[Task directions]: Whenever the word "Joffre" turns up in a line of the data below, copy that line.

[Saved entries]:

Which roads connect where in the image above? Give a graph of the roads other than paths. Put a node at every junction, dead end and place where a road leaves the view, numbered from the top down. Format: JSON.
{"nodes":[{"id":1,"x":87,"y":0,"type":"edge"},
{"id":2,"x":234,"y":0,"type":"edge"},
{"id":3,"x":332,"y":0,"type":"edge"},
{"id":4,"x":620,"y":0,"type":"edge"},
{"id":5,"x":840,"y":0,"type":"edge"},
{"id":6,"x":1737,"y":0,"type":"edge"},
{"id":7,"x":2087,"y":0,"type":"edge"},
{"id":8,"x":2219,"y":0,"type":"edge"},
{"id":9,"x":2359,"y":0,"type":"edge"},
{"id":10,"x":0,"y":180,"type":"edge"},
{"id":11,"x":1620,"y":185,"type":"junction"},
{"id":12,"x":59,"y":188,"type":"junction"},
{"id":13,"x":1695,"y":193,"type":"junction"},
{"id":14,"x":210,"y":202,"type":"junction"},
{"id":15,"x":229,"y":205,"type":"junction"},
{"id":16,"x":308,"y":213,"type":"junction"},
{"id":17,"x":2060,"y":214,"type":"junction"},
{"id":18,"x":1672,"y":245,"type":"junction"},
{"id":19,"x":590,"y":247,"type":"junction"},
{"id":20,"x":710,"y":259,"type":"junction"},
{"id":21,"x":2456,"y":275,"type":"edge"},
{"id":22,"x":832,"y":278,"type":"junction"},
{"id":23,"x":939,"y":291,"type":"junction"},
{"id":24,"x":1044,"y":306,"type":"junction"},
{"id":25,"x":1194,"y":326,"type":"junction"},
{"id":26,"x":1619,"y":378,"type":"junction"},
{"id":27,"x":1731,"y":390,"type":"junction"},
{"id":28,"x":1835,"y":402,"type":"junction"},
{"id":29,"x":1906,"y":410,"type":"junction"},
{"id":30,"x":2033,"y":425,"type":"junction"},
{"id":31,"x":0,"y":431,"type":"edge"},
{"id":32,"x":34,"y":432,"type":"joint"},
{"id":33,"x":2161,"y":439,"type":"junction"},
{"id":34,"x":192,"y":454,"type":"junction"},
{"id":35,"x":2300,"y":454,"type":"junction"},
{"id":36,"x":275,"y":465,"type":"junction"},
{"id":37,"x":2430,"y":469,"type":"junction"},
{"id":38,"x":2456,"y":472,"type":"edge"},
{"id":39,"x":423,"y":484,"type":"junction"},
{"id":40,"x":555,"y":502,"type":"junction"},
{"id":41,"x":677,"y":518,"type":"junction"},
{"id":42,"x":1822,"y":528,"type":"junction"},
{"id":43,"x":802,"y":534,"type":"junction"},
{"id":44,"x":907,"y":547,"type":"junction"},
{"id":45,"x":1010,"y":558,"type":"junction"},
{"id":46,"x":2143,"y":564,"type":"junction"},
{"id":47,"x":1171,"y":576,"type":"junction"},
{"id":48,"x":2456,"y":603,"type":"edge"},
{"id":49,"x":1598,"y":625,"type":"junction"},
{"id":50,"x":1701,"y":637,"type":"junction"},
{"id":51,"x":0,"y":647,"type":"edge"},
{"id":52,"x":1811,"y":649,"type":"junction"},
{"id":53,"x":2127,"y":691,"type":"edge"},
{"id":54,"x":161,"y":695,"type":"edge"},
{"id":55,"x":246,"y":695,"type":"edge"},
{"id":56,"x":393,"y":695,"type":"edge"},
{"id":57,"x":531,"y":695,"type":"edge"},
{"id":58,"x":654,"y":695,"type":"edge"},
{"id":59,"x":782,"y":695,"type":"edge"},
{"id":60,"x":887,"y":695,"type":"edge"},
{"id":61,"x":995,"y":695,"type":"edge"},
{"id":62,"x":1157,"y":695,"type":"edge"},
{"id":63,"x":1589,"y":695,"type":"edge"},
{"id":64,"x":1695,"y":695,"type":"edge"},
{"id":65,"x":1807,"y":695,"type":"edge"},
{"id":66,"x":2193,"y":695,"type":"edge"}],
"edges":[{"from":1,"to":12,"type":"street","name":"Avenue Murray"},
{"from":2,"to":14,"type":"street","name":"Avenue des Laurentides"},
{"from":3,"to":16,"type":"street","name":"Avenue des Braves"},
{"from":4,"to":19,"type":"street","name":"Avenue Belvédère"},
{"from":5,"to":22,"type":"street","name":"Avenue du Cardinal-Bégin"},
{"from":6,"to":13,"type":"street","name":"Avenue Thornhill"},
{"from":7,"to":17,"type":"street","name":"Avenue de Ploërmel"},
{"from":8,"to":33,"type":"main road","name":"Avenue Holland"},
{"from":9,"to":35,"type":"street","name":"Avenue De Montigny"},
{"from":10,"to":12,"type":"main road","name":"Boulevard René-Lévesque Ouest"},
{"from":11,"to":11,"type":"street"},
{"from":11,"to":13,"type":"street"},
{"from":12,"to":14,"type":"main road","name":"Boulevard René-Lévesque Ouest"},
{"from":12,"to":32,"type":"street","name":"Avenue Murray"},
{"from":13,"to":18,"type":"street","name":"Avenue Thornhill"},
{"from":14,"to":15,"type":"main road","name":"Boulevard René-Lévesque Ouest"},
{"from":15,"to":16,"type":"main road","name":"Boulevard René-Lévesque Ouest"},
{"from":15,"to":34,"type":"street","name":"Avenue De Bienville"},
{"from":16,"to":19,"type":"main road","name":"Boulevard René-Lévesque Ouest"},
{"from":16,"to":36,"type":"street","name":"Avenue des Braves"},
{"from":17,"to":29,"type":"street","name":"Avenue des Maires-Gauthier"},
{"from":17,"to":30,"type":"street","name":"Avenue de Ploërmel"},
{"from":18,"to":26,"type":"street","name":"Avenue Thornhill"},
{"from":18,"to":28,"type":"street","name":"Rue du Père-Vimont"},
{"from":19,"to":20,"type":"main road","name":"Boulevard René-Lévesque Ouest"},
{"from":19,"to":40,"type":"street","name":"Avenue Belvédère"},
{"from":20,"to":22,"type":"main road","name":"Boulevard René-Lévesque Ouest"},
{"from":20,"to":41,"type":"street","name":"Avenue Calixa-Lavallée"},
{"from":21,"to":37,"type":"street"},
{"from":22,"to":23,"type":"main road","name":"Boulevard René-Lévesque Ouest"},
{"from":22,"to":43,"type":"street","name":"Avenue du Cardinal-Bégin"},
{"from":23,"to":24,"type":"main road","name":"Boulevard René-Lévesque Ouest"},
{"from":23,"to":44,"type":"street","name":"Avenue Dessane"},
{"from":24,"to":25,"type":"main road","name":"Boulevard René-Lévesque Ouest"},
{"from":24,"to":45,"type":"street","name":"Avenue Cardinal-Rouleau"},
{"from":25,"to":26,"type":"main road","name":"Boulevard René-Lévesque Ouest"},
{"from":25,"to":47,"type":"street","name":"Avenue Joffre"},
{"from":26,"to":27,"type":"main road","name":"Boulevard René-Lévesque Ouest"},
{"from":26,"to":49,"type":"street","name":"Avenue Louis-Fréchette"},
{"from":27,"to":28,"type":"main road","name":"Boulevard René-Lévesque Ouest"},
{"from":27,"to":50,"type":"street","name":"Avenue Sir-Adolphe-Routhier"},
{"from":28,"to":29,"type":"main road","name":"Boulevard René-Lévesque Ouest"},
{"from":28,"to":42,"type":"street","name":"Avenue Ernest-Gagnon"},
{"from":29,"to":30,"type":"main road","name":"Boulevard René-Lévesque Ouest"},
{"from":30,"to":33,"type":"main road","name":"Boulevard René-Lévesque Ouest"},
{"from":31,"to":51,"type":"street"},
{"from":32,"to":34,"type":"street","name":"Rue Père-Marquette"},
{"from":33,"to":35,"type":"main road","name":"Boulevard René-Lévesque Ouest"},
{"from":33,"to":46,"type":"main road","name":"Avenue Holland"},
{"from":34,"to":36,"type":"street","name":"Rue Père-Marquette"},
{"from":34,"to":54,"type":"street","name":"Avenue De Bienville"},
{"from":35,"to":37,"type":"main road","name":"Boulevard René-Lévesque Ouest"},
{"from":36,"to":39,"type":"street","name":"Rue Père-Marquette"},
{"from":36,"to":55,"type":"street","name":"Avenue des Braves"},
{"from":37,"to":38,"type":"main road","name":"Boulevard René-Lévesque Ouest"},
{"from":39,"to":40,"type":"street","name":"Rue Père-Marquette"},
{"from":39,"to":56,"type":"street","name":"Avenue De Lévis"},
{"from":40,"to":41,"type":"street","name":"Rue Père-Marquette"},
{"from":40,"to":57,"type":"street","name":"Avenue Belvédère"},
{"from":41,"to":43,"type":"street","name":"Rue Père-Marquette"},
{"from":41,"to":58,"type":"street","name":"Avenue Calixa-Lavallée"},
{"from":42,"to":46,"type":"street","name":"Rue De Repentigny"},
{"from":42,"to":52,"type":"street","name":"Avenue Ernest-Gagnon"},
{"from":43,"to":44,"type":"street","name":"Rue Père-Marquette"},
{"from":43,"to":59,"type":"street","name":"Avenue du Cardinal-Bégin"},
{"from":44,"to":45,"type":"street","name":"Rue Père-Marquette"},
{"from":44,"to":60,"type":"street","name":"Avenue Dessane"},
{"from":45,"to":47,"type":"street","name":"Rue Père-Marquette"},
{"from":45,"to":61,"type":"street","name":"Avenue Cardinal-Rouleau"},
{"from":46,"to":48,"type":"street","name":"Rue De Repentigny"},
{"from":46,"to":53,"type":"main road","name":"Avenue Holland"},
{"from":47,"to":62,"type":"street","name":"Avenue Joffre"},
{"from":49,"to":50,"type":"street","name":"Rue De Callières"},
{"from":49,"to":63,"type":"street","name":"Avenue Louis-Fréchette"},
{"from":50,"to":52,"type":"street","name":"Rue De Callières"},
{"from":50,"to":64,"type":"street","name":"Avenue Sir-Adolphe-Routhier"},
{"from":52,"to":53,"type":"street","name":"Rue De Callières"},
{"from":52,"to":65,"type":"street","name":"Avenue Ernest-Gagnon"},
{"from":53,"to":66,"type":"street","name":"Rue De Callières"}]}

[Response to this exercise]:
{"from":25,"to":47,"type":"street","name":"Avenue Joffre"},
{"from":47,"to":62,"type":"street","name":"Avenue Joffre"},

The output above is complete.